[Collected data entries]
>>>>

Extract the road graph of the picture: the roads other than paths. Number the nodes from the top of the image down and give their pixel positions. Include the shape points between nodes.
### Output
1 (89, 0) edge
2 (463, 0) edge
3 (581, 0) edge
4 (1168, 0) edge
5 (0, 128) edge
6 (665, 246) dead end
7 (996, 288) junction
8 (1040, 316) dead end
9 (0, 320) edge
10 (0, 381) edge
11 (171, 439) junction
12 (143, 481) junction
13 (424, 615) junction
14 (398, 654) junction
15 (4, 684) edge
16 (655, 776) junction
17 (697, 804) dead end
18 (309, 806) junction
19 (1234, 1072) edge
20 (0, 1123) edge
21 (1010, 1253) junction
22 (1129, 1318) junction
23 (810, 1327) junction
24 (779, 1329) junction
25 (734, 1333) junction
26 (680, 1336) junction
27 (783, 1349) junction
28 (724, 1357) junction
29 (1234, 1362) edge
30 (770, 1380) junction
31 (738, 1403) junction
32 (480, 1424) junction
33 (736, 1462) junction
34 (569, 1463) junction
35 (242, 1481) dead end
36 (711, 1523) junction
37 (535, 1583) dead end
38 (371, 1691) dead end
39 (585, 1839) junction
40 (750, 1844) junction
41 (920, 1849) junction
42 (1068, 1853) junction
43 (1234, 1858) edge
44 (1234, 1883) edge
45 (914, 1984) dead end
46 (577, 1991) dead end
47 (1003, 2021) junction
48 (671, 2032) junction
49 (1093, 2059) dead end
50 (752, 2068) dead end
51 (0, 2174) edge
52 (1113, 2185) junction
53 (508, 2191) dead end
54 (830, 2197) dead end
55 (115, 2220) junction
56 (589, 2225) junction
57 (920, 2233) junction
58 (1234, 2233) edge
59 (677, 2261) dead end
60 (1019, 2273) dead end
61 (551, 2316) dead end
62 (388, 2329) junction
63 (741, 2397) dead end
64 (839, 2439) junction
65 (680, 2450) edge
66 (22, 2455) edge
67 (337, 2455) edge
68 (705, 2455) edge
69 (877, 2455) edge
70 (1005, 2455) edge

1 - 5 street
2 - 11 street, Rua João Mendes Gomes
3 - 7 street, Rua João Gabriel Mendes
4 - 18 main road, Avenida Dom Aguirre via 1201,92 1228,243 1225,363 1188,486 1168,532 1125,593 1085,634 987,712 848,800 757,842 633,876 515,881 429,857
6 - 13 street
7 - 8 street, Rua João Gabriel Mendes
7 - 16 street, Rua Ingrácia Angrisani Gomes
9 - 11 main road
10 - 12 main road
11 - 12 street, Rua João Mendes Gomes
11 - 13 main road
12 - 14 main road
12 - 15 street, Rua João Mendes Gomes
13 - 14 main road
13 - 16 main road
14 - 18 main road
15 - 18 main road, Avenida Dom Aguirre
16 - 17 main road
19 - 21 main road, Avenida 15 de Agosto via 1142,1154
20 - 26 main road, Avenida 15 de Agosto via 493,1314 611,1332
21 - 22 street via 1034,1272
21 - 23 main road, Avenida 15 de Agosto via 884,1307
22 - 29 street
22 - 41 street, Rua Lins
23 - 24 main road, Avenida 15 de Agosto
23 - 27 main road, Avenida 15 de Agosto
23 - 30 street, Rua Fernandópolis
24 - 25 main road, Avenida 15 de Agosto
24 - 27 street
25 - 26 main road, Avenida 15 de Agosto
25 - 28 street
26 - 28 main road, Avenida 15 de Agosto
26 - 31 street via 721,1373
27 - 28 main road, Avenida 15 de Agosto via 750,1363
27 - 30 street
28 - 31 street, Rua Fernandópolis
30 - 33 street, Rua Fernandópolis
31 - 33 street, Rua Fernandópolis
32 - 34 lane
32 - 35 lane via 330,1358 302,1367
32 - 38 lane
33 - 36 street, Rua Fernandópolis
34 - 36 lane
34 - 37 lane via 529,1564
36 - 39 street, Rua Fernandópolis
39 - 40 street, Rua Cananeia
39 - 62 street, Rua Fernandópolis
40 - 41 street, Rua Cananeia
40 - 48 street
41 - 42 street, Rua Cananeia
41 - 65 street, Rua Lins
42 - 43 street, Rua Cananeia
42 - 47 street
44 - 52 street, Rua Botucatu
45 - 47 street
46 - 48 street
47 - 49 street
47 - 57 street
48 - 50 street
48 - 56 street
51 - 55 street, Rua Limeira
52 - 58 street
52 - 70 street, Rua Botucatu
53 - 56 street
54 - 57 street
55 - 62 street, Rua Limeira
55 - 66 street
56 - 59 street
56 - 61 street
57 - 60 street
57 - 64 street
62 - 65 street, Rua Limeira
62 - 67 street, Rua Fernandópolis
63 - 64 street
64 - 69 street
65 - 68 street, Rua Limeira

<<<<

Give the number of lines in the entries above that include the word "Agosto", and nothing more.

9